Pourtant, aucun débat public passionné sur la place de la France dans le monde et la pertinence de la réforme entreprise, et aucun cri d’orfraie – que l’opinion avait l’habitude de pousser lorsqu’on touchait à son armée. Qui se souvient de l’Affaire Dreyfus, pour laquelle la France s’est divisée sur la question de la préservation de l’honneur de son armée ? Celui-ci se trouvait-il dans la reconnaissance de l’injustice faite au capitaine Alfred Dreyfus, ou bien dans l’intouchabilité de la dernière institution portant les valeurs de la France traditionnelle ? Cet épisode est un événement que l’on peut définitivement reléguer à l’histoire, moins parce qu’il s’est déroulé il y a plus d’un siècle que parce que le paradigme plaçant l’armée comme institution centrale de la société n’est plus d’actualité. Le « consensus sur la défense », expression censée traduire ce lien traditionnel, fusionnel et particulier entre le peuple français et son armée, n’est plus. L’armée n’attise même plus la haine, elle suscite l’indifférence. En effet, un autre consensus semble s’être substitué à cela, et il s’est révélé au grand jour après l’annonce de la nouvelle carte militaire. Ce consensus, c’est celui des commerçants. A écouter les médias français, et en premier lieu les différents journaux télévisés, la réforme de la carte militaire est un drame pour les communes qui perdent leurs régiments, car le départ des militaires et de leurs familles sera un coup dur pour les activités économiques locales. D’où la grogne des députés, de tous bords politiques – qu’il est beau de voir enfin un consensus qui transcende les clivages.
Ainsi, depuis trois jours, on assiste à l’enchaînement des interviews des commerçants de Bitch, Augny, Commercy, Senlis, qui sont en désarroi. Suivent les analyses statistiques, qui nous montrent – au cas où on ne l’aurait pas encore compris – l’importance de la présence des militaires pour ces petits commerces. C’est 10%, 15% voire plus du chiffre d’affaire va disparaître, que faire donc? Heureusement que le gouvernement a tout prévu : des subventions de l’ordre de 320 millions d’euros pour les communes les plus touchées, des avantages fiscaux, des créations de zones franches etc. Bref, toute la panoplie médiatique pour attirer l’attention de l’opinion sur le drame des commerçants a été déployée, avec succès.

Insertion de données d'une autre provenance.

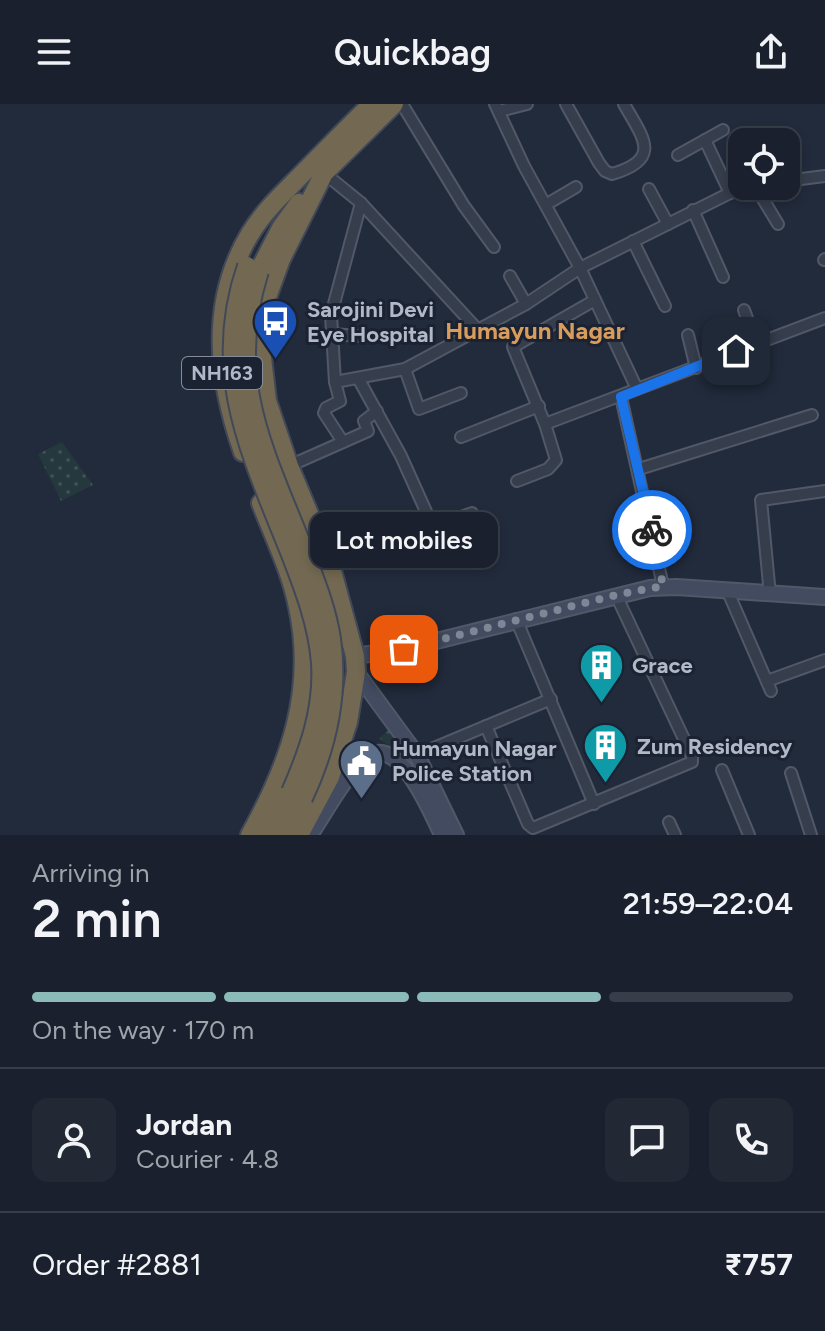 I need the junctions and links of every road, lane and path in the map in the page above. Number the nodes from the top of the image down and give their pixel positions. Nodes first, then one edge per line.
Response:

Au fond, ce n’est pas tant le fait d’attirer l’attention sur la reconversion des villes touchées qui est condamnable. Ce qui est grave, c’est ce pouvoir des médias – dont ils usent en permanence – à générer l’unanimité dans l’inconscient général quant aux questions prioritaires, aux enjeux prioritaires, et aux victimes prioritaires. Animés par cette avidité du scoop, de l’immédiat, de l’émotion, du fait divers et de la réaction à chaud, les médias – et la télévision au premier plan – sont cloués à la règle sacro-sainte mais très contestable selon laquelle les Français ne sont intéressés que par ce qui les touche directement et immédiatement – ou qui pourrait les toucher de la même manière. Il est trop facile de considérer que les gens ont suffisamment de libre-arbitre pour faire la part des chose. Au contraire, la télévision est l’outil de propagande parfait, car il allie les pouvoirs de l’image et du son dans un subtil mélange qui a un impact certain sur des cerveaux pour la plupart passifs et non alertes – ce qui peut se comprendre après une longue et fatigante journée de travail. Et quoi de plus subtil que de masquer ces caractéristiques derrière des pseudo-labels de neutralité tels que les expressions « service public » ou « information » ?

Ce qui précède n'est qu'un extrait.